Al-Isra' Ayat 111
وَقُلِ الْحَمْدُ لِلّٰهِ الَّذِيْ لَمْ يَتَّخِذْ وَلَدًا وَّلَمْ يَكُنْ لَّهٗ شَرِيْكٌ فِى الْمُلْكِ وَلَمْ يَكُنْ لَّهٗ وَلِيٌّ مِّنَ الذُّلِّ وَكَبِّرْهُ تَكْبِيْرًا ࣖ ( الإسراء: ١١١ )
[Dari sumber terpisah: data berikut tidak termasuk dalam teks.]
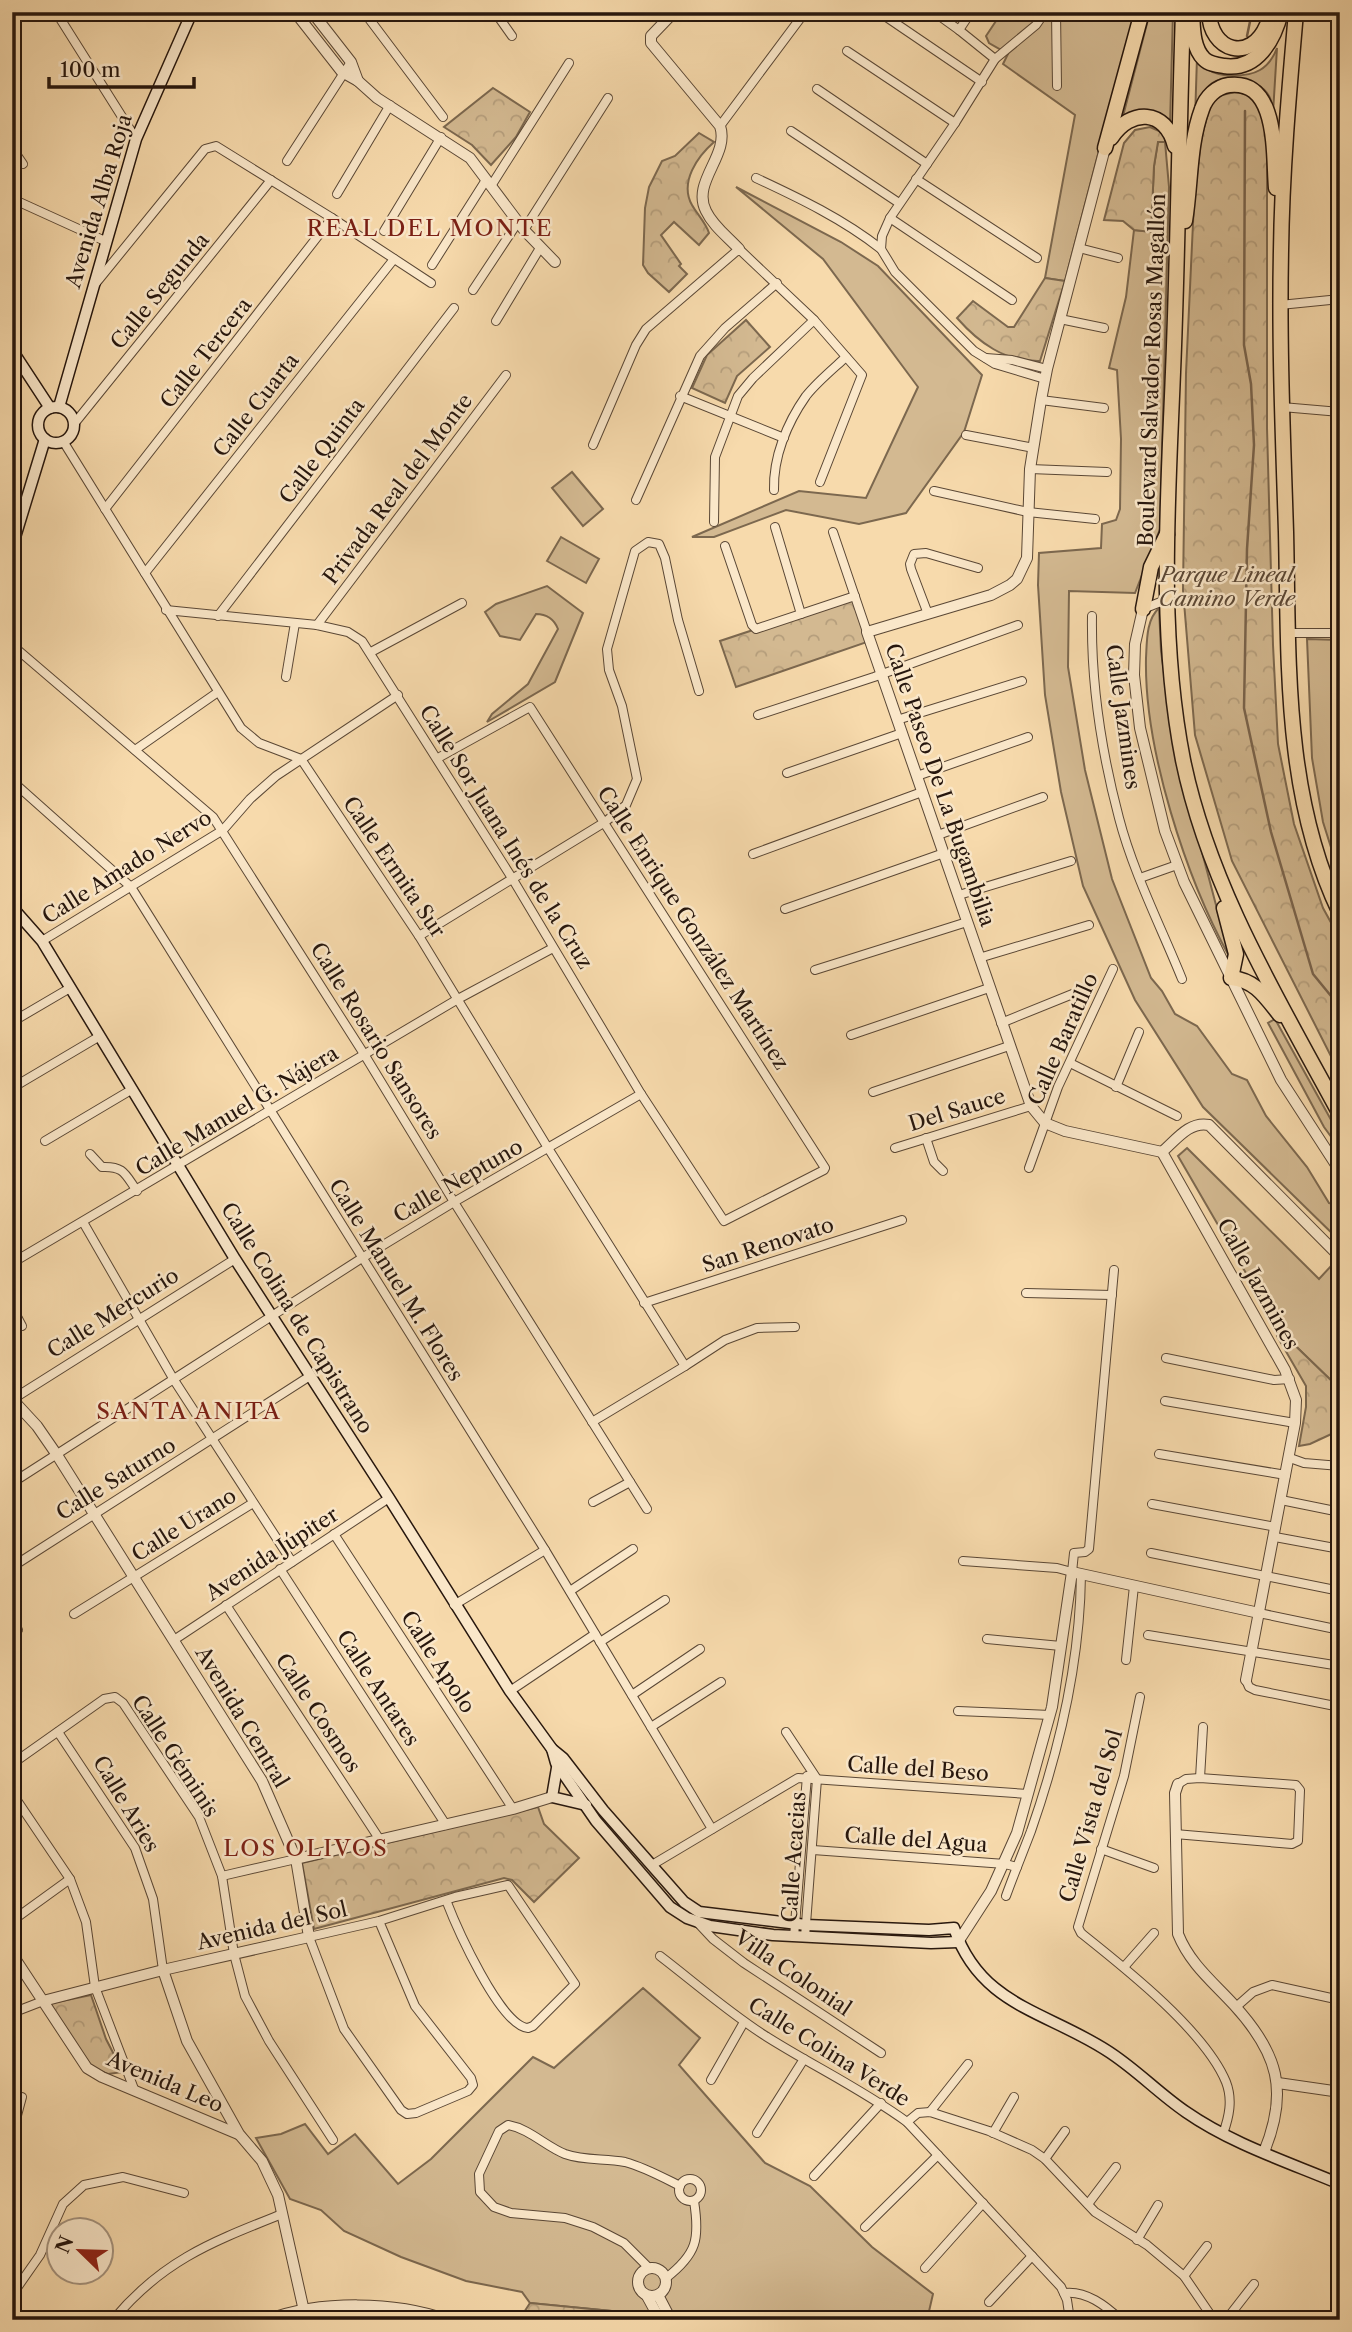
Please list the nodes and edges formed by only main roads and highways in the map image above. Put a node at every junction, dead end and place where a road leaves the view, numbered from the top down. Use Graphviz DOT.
graph roads {
  1 [pos="192,12"];
  2 [pos="1142,12"];
  3 [pos="1183,12"];
  4 [pos="1192,12"];
  5 [pos="1209,12"];
  6 [pos="1272,12"];
  7 [pos="1281,12"];
  8 [pos="1296,12"];
  9 [pos="1178,170"];
  10 [pos="1281,247"];
  11 [pos="1177,281"];
  12 [pos="12,350"];
  13 [pos="55,407"];
  14 [pos="45,439"];
  15 [pos="1167,533"];
  16 [pos="12,547"];
  17 [pos="1143,610"];
  18 [pos="1205,839"];
  19 [pos="12,907"];
  20 [pos="1339,908"];
  21 [pos="1302,1044"];
  22 [pos="1340,1114"];
  23 [pos="559,1761"];
  24 [pos="590,1803"];
  25 [pos="698,1917"];
  26 [pos="958,1942"];
  27 [pos="1340,2184"];
  1 -- 13 [label="main road, Avenida Alba Roja"];
  2 -- 9 [label="highway"];
  3 -- 9 [label="highway, Boulevard Salvador Rosas Magallón"];
  4 -- 7 [label="highway"];
  5 -- 6 [label="highway"];
  8 -- 10 [label="highway"];
  9 -- 11 [label="highway, Boulevard Salvador Rosas Magallón"];
  10 -- 11 [label="highway"];
  10 -- 20 [label="highway"];
  11 -- 15 [label="highway, Boulevard Salvador Rosas Magallón"];
  12 -- 13 [label="main road"];
  13 -- 14 [label="main road"];
  13 -- 14 [label="main road"];
  14 -- 16 [label="main road"];
  15 -- 17 [label="highway"];
  15 -- 18 [label="highway, Boulevard Salvador Rosas Magallón"];
  18 -- 21 [label="highway, Boulevard Salvador Rosas Magallón"];
  18 -- 21 [label="highway"];
  19 -- 23 [label="main road, Calle Colina de Capistrano"];
  21 -- 22 [label="highway, Boulevard Salvador Rosas Magallón"];
  23 -- 24 [label="main road, Calle Colina de Capistrano"];
  23 -- 24 [label="main road"];
  24 -- 25 [label="main road, Calle Colina de Capistrano"];
  24 -- 25 [label="main road, Calle Colina de Capistrano"];
  25 -- 26 [label="main road, Calle Colina de Capistrano"];
  25 -- 26 [label="main road, Calle Colina de Capistrano"];
  26 -- 27 [label="main road"];
}
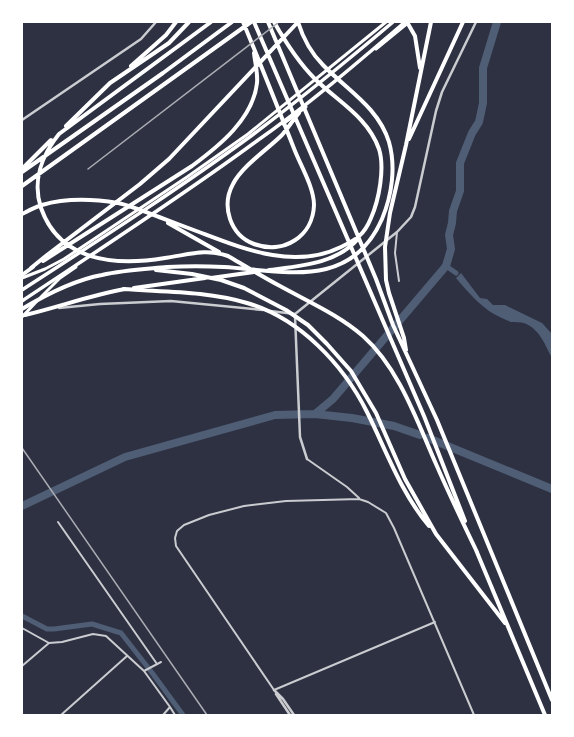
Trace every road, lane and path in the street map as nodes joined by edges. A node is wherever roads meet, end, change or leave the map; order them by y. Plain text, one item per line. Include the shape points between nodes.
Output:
1 (156, 22) edge
2 (176, 22) edge
3 (189, 22) edge
4 (211, 22) edge
5 (232, 22) edge
6 (243, 22) edge
7 (251, 22) edge
8 (254, 22) edge
9 (268, 22) edge
10 (274, 22) edge
11 (298, 22) edge
12 (386, 22) edge
13 (393, 22) edge
14 (407, 22) edge
15 (431, 22) edge
16 (463, 22) edge
17 (476, 22) edge
18 (253, 46) junction
19 (420, 73) junction
20 (110, 82) junction
21 (299, 113) junction
22 (22, 120) edge
23 (406, 145) junction
24 (22, 170) edge
25 (22, 186) edge
26 (22, 214) edge
27 (157, 216) junction
28 (397, 232) junction
29 (361, 236) junction
30 (228, 256) junction
31 (31, 268) junction
32 (134, 270) junction
33 (22, 275) edge
34 (22, 278) edge
35 (399, 281) dead end
36 (22, 290) edge
37 (123, 290) junction
38 (22, 301) edge
39 (54, 308) junction
40 (22, 309) edge
41 (295, 314) junction
42 (24, 316) edge
43 (406, 353) junction
44 (307, 459) joint
45 (359, 499) junction
46 (58, 522) dead end
47 (436, 534) junction
48 (477, 552) junction
49 (435, 622) junction
50 (22, 628) edge
51 (509, 630) junction
52 (49, 642) junction
53 (127, 656) junction
54 (161, 662) dead end
55 (157, 664) junction
56 (22, 666) edge
57 (144, 671) junction
58 (274, 690) junction
59 (552, 700) edge
60 (170, 708) junction
61 (61, 715) edge
62 (163, 715) edge
63 (175, 715) edge
64 (290, 715) edge
65 (294, 715) edge
66 (474, 715) edge
67 (545, 715) edge

1 - 22 street via 141,40
2 - 20 highway via 153,48
3 - 20 highway via 169,43
4 - 30 highway via 59,134 46,153 38,177 40,203 51,228 71,248 88,256 129,261 205,252
5 - 24 highway
6 - 18 highway
7 - 25 highway
8 - 48 highway via 424,416
9 - 43 highway
10 - 29 highway via 285,42 316,80 354,112 366,126 378,149 381,170 378,198
11 - 31 highway via 169,159
11 - 32 highway via 314,55 370,108 389,141 392,177 384,214 374,234 348,260 311,273 202,266
12 - 34 main road via 248,134 187,177 64,259
13 - 36 highway via 251,136
14 - 19 highway via 418,51
14 - 21 main road
14 - 38 highway via 255,143
15 - 19 highway
16 - 23 highway
17 - 28 street via 442,92 411,217
18 - 21 highway via 298,156 312,192 314,204 310,224 295,241 283,246 270,247 255,244 235,229 229,217 229,193 243,171 282,134
18 - 31 highway via 257,73 255,92 246,114 228,137 192,166
19 - 23 highway
20 - 24 highway
21 - 42 main road via 60,278
23 - 43 highway via 390,213 384,258 389,294 404,338
26 - 27 highway via 41,205 66,200 90,200 118,203
27 - 29 highway via 233,245 281,256 302,257 332,251
27 - 30 highway
28 - 35 street via 395,253
28 - 41 street
29 - 37 highway via 352,246 322,261
30 - 48 highway via 344,321 365,338 384,359 414,412
31 - 33 highway
32 - 40 highway via 102,275 69,285
32 - 47 highway via 159,270 220,280 262,297 308,325 351,371 376,413 405,480
37 - 39 highway
37 - 47 highway via 181,292 222,297 264,308 293,325 316,344 352,385 400,480
39 - 41 street via 171,301
39 - 42 highway
41 - 44 street via 300,437
43 - 59 highway via 459,472
44 - 45 street via 347,487
45 - 49 street via 386,513
45 - 58 street via 286,501 244,506 209,515 184,525 177,531 176,546
46 - 55 street
47 - 51 highway
48 - 51 highway
49 - 58 street
49 - 66 street
50 - 52 street
51 - 67 highway
52 - 53 street via 62,642 93,634 106,636
52 - 56 street
53 - 57 street
53 - 61 street
54 - 55 street
55 - 57 street
57 - 60 street
58 - 64 street
58 - 65 street
60 - 62 street
60 - 63 street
Wa Quli Al-Ĥamdu Lillāhi Al-Ladhī Lam Yattakhidh Waladāan Wa Lam Yakun Lahu Sharīkun Fī Al-Mulki Wa Lam Yakun Lahu Wa Līyun Mina Adh-Dhulli Wa Kabbirhu Takbīrāan (al-ʾIsrāʾ 17:111)
Artinya:
Dan katakanlah, “Segala puji bagi Allah yang tidak mempunyai anak dan tidak (pula) mempunyai sekutu dalam kerajaan-Nya dan Dia tidak memerlukan penolong dari kehinaan dan agungkanlah Dia seagung-agungnya. (QS. [17] Al-Isra' : 111)
1 Tafsir Ringkas Kemenag
Dan katakanlah wahai Nabi Muhammad, "Segala puji bagi Allah yang tidak mempunyai anak, sebagaimana dikatakan orang-orang Yahudi bahwa malaikat adalah anak-anak Allah, dan demikian pula dipercaya oleh orang-orang Nasrani bahwa Nabi Isa adalah anak Allah, dan tidak pula mempunyai sekutu dalam kerajaan-Nya, sebagaimana dipercaya oleh kaum musyrik yang percaya kepada tuhan-tuhan selain Allah, dan dengan demikian, Dia tidak memerlukan penolong dari kehinaan yang dilontarkan oleh siapa pun yang menghina-Nya. Hanya Dia saja yang Mahaagung dan oleh karena itu agungkanlah Dia seagung-agungnya.
2 Tafsir Lengkap Kemenag
Pada ayat ini Nabi diajari cara memuji Allah swt yang memiliki sifat-sifat kemahaesaan, kesempurnaan, dan keagungan. Oleh karena itu, hanya Allah yang berhak menerima segala macam pujian-pujian dan rasa syukur dari hamba dan makhluk-Nya atas segala nikmat yang diberikan kepada mereka.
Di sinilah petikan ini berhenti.